Recordo, antes sim, o cheiro! Para além do da urina, que se havia descontrolado, havia um outro que nunca senti antes ou depois. Animal, acri-doce, ténue mas presente. Acredito que tenha sentido o mesmo que os animais sentem em outros quando estes estão com medo ou em vias de atacar: adrenalina. O que não será de estranhar, dadas as circunstâncias. E com a proximidade da minha cara com o seu corpo quando a transportámos, não o poderia deixar de sentir!
E recordo a sua mão direita, fechada em punho e com uma força não esperada nesta situação, que se cerrava em torno de uma nota de cinquenta escudos. Seria, talvez, o que lhe sobrava e que a levaria aquele gesto de desespero. Ou, quem sabe, o que ainda tinha e que poderia servir para um funeral.
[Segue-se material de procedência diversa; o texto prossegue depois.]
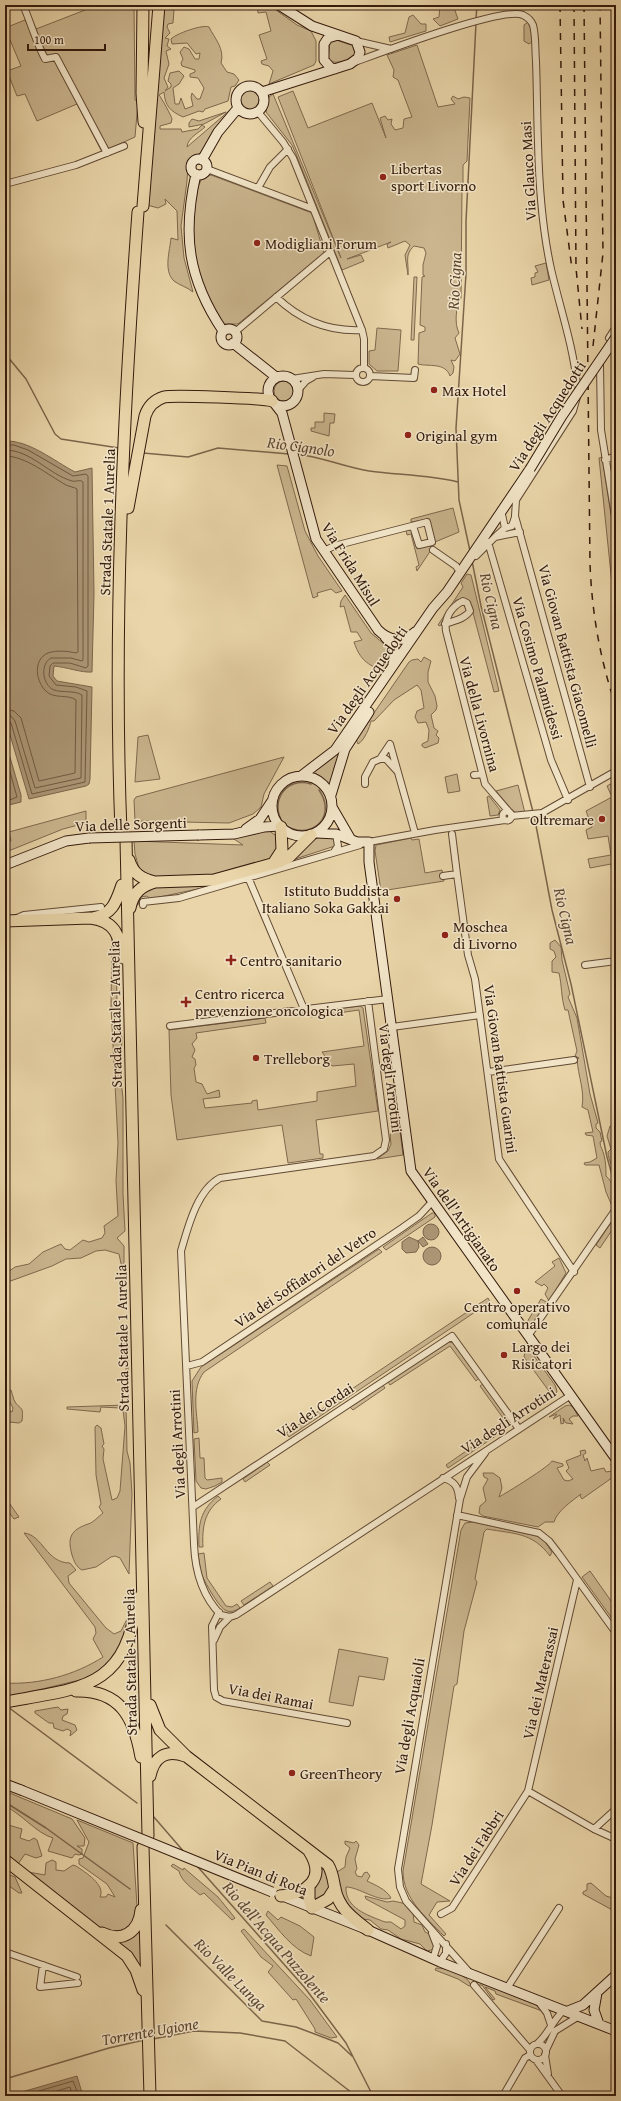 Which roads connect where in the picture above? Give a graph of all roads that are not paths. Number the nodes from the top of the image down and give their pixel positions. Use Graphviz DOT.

Nunca o soube ao certo e qualquer outra opinião é tão válida quantos estas. Mas havia uma força férrea que não a deixava perder aquela nota!

O eu ter tirado aquela senhora daquela situação nada teve de especial. Qualquer outro, ali e então, teria feito o mesmo. E se não fosse por ela mesmo, seria, como ouvi ainda alguns comentários ao afastar-me, para não atrapalhar a vida dos que, no comboio, queiram ir trabalhar.
Mas estou arrependido de o ter feito! O suicídio é o último gesto de liberdade do ser vivo, um último protesto contra o que quer que seja, a última solução para se aliviar de um qualquer jugo ou sofrimento que atormente.
Posso eu prender alguém? Posso eu censurar um protesto, o derradeiro? Posso eu obrigar alguém a viver em sofrimento ou opressão?
Não posso! Em consciência não posso! O impedir um suicido é isso mesmo e não posso, ou não devo, fazê-lo. Sob pena, entre outras questões morais, de entrar em contradição com o que entendo ser a liberdade do individuo.
Claro que a maioria das sociedades condenam o acto suicida! Por questões de organização, por questões de poder, por questões religiosas, por questões materiais. Que o suicídio é, também, uma forma de fugir ao controlo da sociedade e o cidadão comum, tal como a estrutura da autoridade, não podem consentir tal afronta. E, nada podendo fazer para corrigir um acto consumado, fica sempre a ameaça do manto de vergonha lançado sobre o próprio e a sua família.
Mas se não posso obrigar ninguém a morrer, quer seja por crime dito comum, quer seja por actos bélicos, quer seja por crime dito acto de justiça, então também não devo impedir ninguém de morrer, se essa for a sua vontade!

Impedi ou colaborei no impedimento de um suicídio. O meu gesto não foi determinante mas foi cúmplice. De tal me penitencio e tenho penitenciado, sempre com a esperança de, numa outra situação semelhante, não repetir o gesto!